E' stato dato l'ok al piano di ripristino per masseria Torcito, a Cannole. Ad un anno dai sigilli, la situazione inizia a sbloccarsi. Si attende il dissequestro per iniziare i lavori

sopralluogo a Torcito 1

CANNOLE- A distanza di un anno dai primi sigilli a masseria Torcito, a Cannole, si inizia a fare un passo avanti. La Intini Source, la società che si è aggiudicato in concessione il bene da Palazzo dei Celestini per 18 anni, ha ricevuto finalmente l’ok al progetto di ripristino dei luoghi. 

La conferenza dei servizi che ha dato esito positivo si è tenuta in municipio il 10 gennaio scorso. A parteciparvi Comune e Unione dei Comuni, Provincia e Regione, direzione lavori, Forestale e Soprintendenza.  Il disco verde, dunque, è finalmente arrivato al piano che mira alla ricostruzione dell’assetto morfologico e del reimpianto del verde. Parola d’ordine: riportare i luoghi a quello che erano prima dello sbancamento della collina e alla realizzazione delle prime piste ciclopedonali in presunta difformità rispetto a quanto previsto nel progetto e autorizzato dagli enti.
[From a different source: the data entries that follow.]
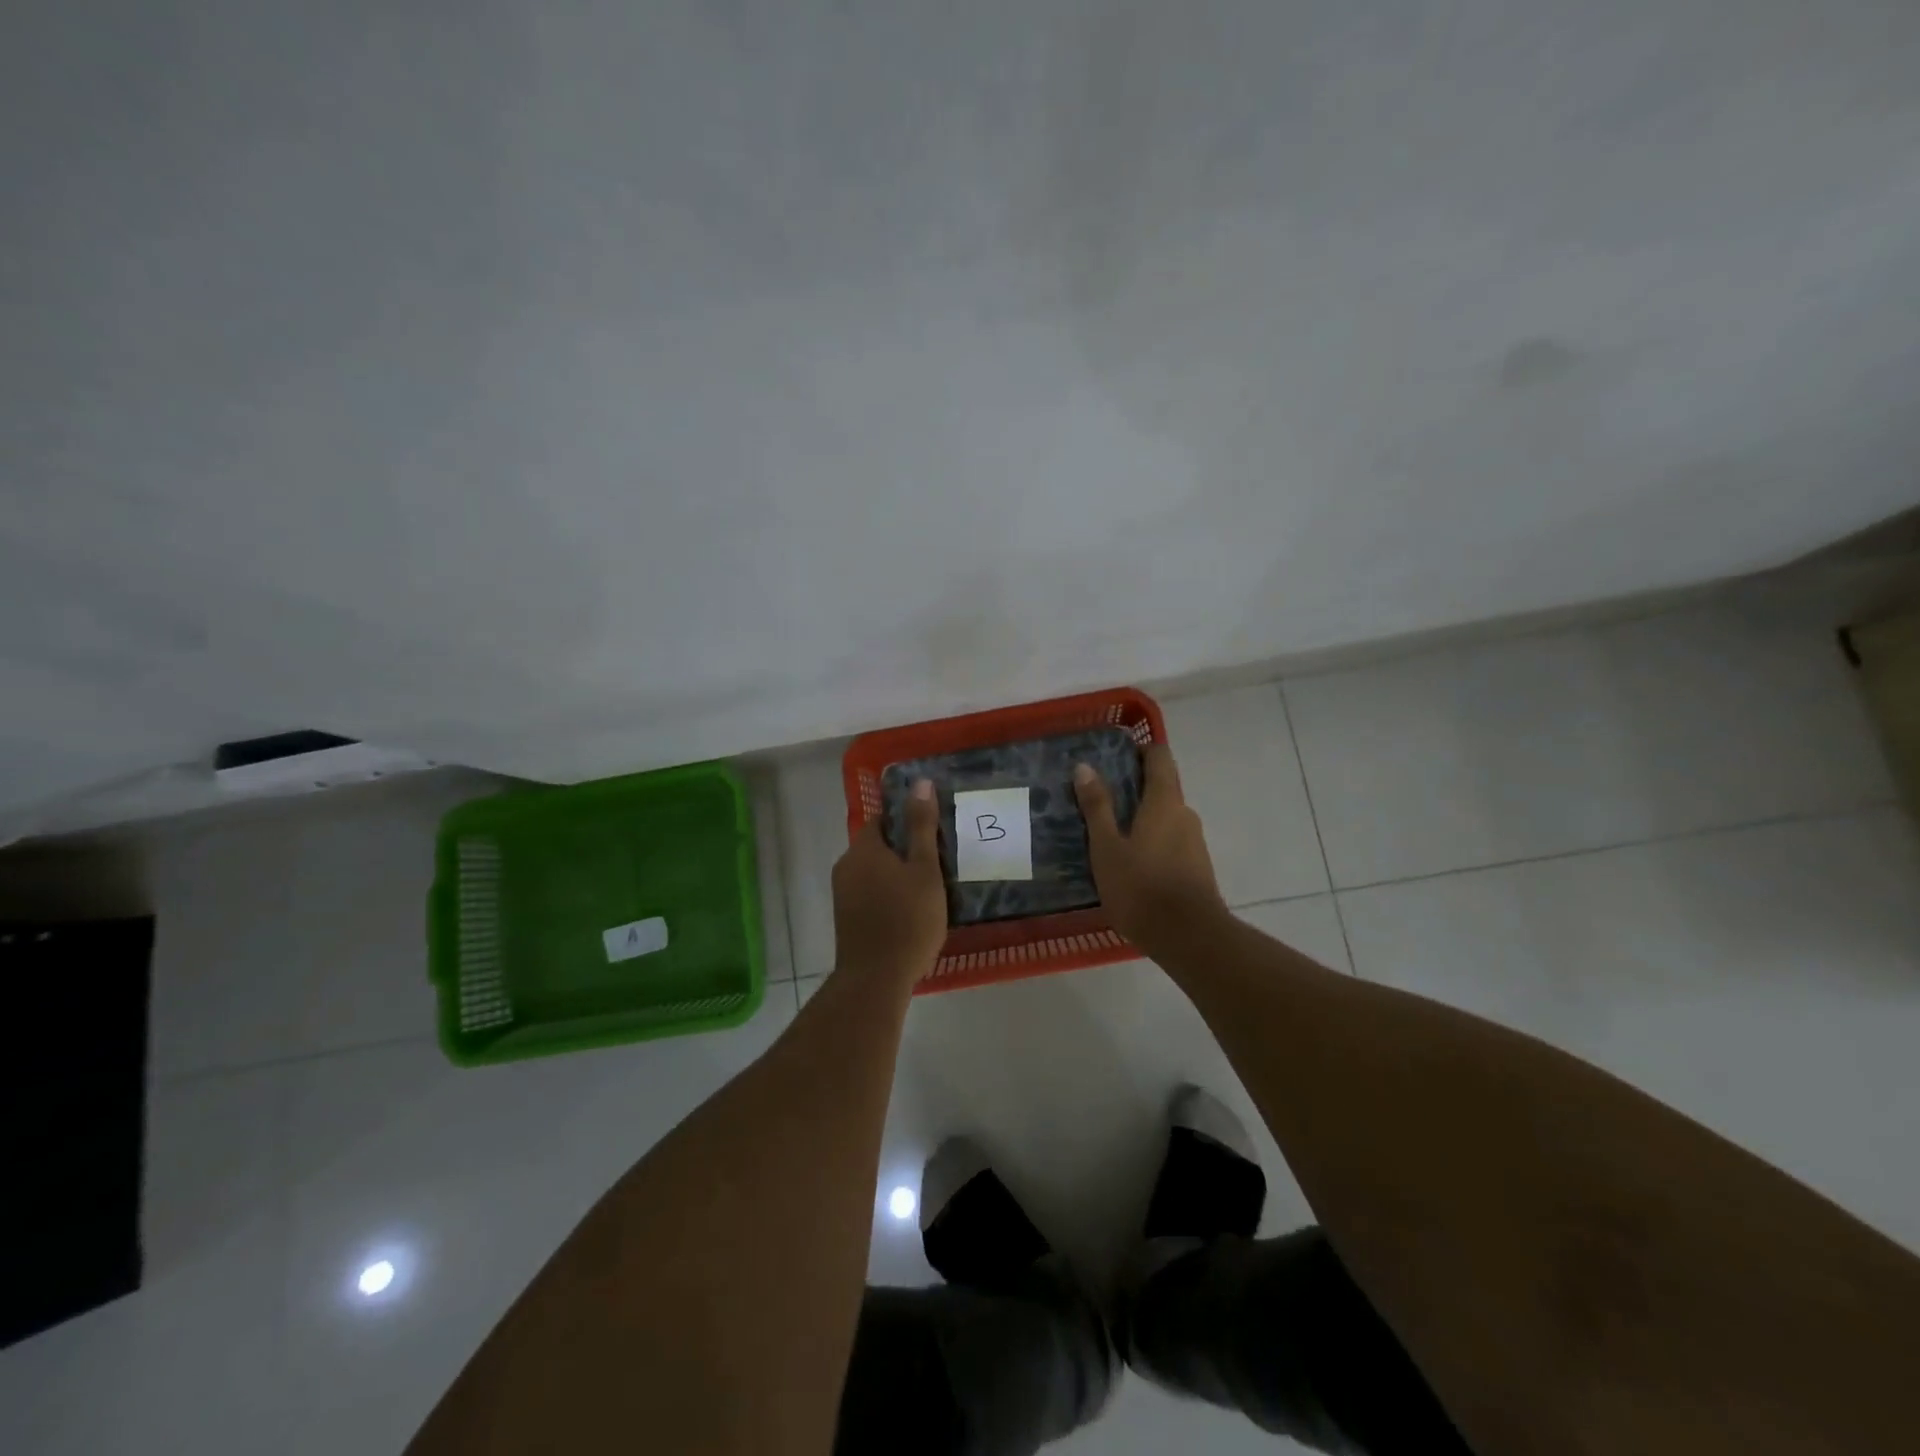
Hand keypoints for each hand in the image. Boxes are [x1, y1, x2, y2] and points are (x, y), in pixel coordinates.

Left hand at [831, 778, 947, 984]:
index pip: (881, 820)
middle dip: (903, 850)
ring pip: (873, 872)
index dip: (906, 822)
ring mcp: (842, 895)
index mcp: (863, 849)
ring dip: (896, 875)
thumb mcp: (924, 869)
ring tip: (928, 888)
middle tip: (936, 862)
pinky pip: (869, 894)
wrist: (876, 979)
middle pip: (876, 846)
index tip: (932, 833)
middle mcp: (846, 866)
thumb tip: (920, 782)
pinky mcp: (846, 919)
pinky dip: (887, 895)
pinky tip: (910, 911)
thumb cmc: (907, 919)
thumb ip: (922, 826)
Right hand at [1075, 744, 1224, 953]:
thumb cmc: (1141, 888)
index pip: (1160, 757)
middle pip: (1163, 787)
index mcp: (1165, 802)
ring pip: (1166, 817)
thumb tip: (1085, 767)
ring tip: (1109, 835)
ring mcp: (1195, 842)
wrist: (1189, 938)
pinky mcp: (1197, 867)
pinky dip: (1152, 841)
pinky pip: (1171, 841)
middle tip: (1100, 799)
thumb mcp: (1107, 848)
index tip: (1114, 758)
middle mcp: (1185, 814)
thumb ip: (1097, 807)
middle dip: (1135, 787)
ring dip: (1142, 817)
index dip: (1140, 750)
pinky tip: (1130, 863)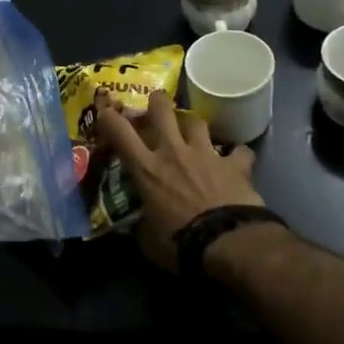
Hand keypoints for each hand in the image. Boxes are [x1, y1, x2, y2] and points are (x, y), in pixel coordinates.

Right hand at [95, 91, 264, 272]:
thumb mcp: (149, 241)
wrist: (228, 242)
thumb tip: (138, 229)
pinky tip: (237, 160)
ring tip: (193, 130)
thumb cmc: (180, 242)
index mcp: (146, 168)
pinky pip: (239, 152)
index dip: (108, 116)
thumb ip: (142, 228)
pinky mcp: (235, 164)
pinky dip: (237, 155)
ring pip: (197, 122)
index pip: (119, 132)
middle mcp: (173, 152)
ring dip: (193, 124)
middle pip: (162, 109)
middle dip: (157, 101)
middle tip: (156, 103)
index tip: (105, 110)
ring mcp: (206, 154)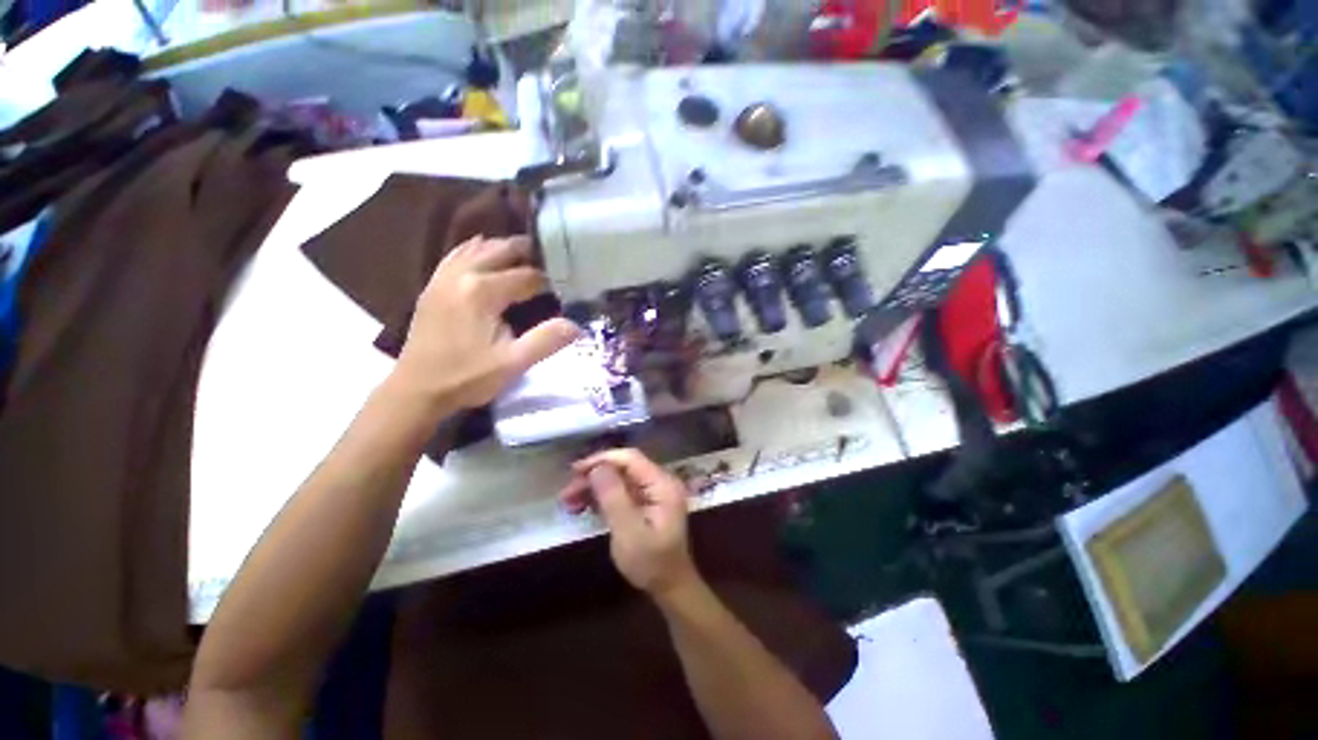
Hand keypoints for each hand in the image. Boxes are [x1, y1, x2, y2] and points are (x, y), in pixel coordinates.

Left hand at [394, 235, 579, 408]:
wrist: (417, 390)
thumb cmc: (468, 377)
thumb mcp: (514, 363)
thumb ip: (547, 340)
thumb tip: (576, 325)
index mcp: (482, 291)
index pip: (526, 276)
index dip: (549, 280)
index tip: (566, 286)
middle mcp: (461, 275)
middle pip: (500, 250)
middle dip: (527, 252)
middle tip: (551, 259)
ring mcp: (442, 278)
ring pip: (477, 248)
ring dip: (502, 248)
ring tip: (525, 255)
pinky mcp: (433, 286)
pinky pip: (456, 255)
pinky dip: (475, 250)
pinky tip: (484, 254)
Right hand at [560, 449, 700, 597]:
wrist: (670, 587)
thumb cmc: (651, 563)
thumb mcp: (629, 533)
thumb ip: (614, 498)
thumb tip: (597, 468)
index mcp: (662, 484)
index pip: (630, 459)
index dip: (602, 460)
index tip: (575, 472)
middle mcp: (659, 482)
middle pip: (623, 467)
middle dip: (594, 476)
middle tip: (567, 493)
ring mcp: (653, 492)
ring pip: (619, 479)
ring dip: (594, 487)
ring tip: (568, 501)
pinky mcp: (645, 502)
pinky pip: (621, 491)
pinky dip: (601, 497)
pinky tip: (582, 506)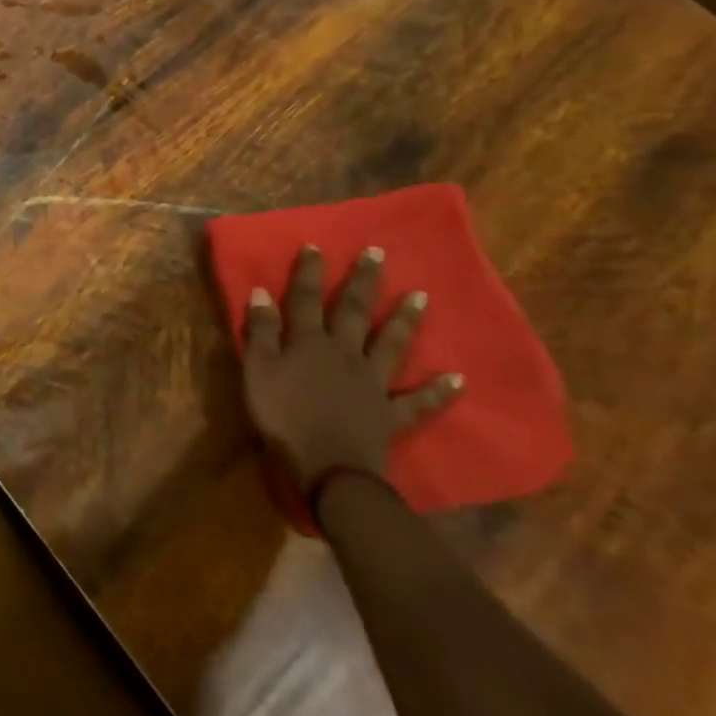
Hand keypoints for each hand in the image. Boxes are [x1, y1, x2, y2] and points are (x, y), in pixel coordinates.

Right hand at [242, 246, 462, 489]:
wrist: (329, 469)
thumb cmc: (284, 418)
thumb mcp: (257, 371)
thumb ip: (260, 331)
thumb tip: (262, 293)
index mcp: (308, 342)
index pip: (306, 299)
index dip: (309, 273)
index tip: (316, 246)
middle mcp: (344, 353)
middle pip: (354, 311)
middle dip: (364, 281)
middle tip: (378, 253)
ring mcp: (372, 383)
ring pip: (390, 345)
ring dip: (405, 320)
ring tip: (421, 296)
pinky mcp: (391, 414)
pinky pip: (418, 401)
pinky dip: (439, 391)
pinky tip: (458, 379)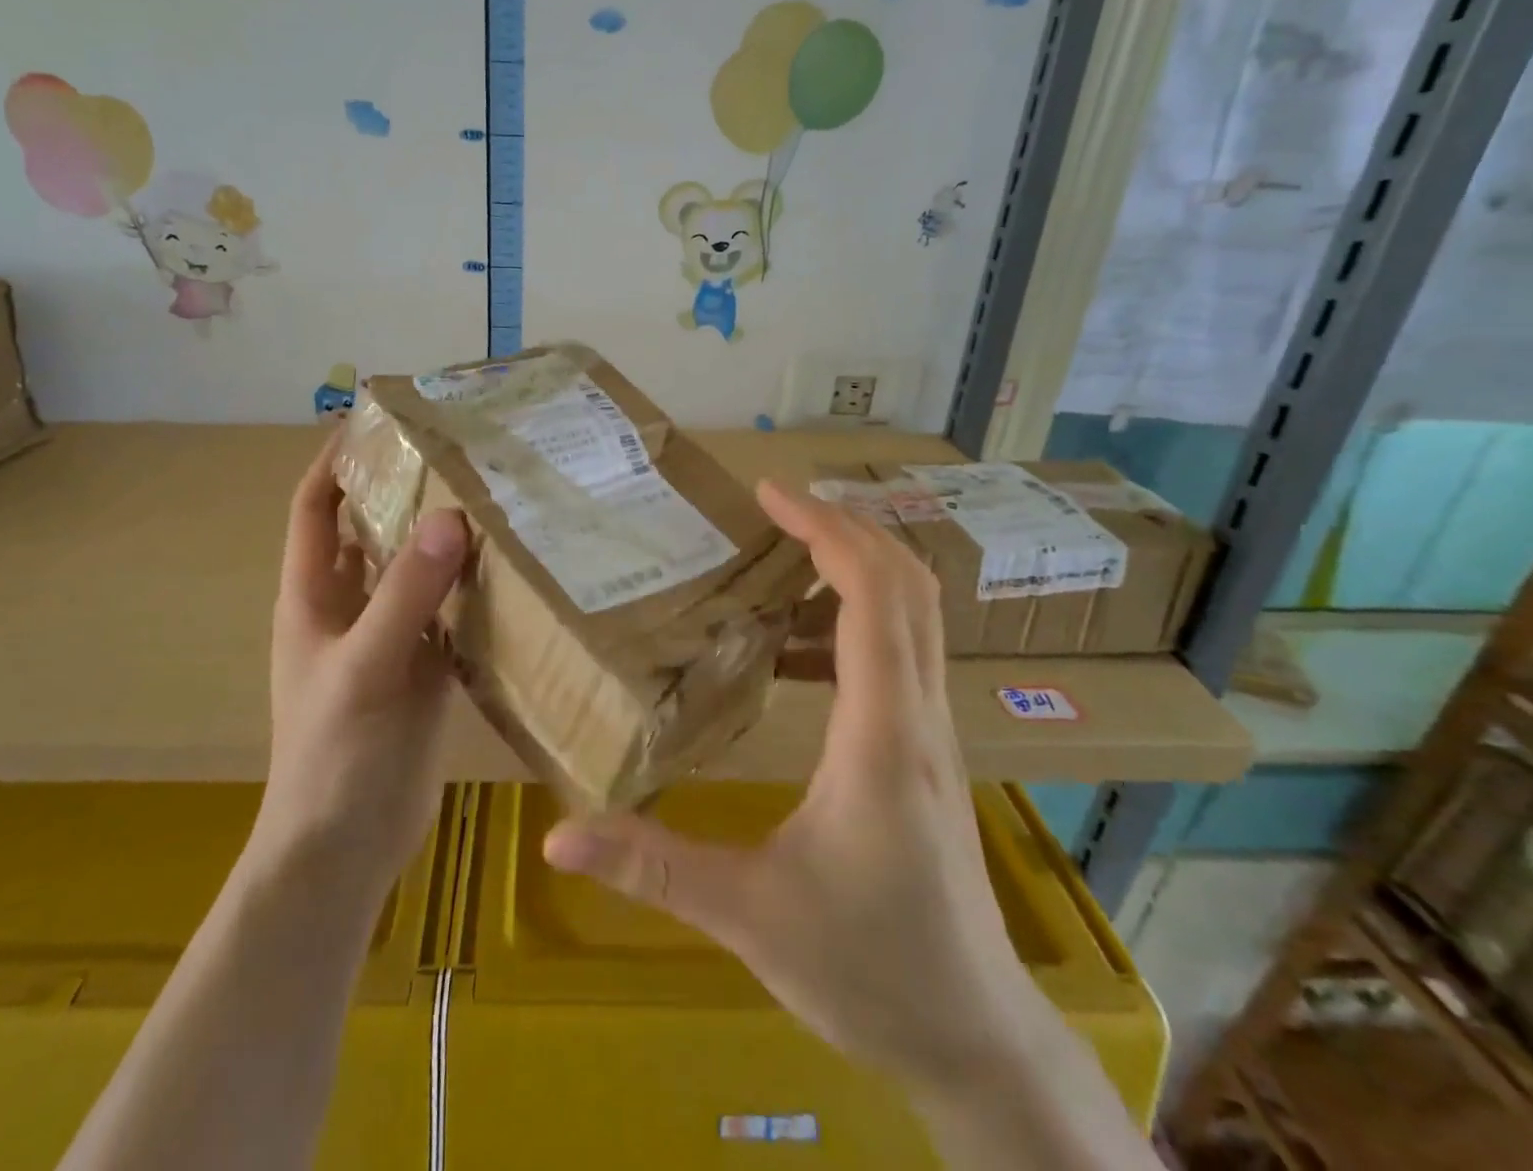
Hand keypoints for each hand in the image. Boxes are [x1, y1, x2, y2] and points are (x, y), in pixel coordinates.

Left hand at [256, 432, 468, 891]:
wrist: (345, 852)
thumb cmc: (336, 756)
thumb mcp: (366, 668)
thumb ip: (405, 595)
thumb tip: (450, 517)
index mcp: (313, 597)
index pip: (316, 508)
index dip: (335, 461)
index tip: (379, 421)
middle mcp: (349, 608)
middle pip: (374, 532)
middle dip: (407, 492)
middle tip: (462, 453)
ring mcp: (389, 639)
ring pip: (416, 571)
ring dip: (446, 540)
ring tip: (498, 498)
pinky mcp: (424, 669)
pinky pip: (450, 613)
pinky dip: (473, 590)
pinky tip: (515, 570)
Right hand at [544, 479, 1035, 1089]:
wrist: (975, 1036)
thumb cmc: (869, 969)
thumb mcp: (748, 915)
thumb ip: (652, 866)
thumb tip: (557, 836)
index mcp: (881, 735)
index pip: (871, 597)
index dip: (825, 531)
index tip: (768, 495)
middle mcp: (920, 715)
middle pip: (909, 584)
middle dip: (846, 527)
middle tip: (774, 507)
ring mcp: (933, 730)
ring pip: (917, 613)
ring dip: (857, 564)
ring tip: (782, 553)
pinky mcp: (927, 748)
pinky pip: (904, 650)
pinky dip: (858, 613)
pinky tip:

Le prescrizioni della Forestale e della Soprintendenza, in particolare, riguardano le essenze arboree, che devono essere identiche a quelle sradicate, e la ricucitura dell’assetto geomorfologico nella zona della collinetta. Una delle condizioni, infatti, è che “il materiale utilizzato negli interventi di costituzione geomorfologica presentino caratteristiche litografiche simili a quelle esistenti nel luogo per garantite il miglior risultato dal punto di vista ambientale e paesaggistico”. Questo è scritto nel parere della commissione paesaggio dell’Unione dei Comuni e della Soprintendenza.

L’ok al progetto era il primo scoglio da superare. Ora, però, è la Intini a dover presentare istanza per chiedere il dissequestro totale o finalizzato al ripristino del bene. Fino ad allora, infatti, i lavori non potranno partire e resteranno sospesi.  Nel procedimento penale in corso, si ricorda, si indaga per tentata truffa, falsità materiale e ideologica, lottizzazione abusiva e danneggiamento, oltre che per deturpamento di bellezze naturali.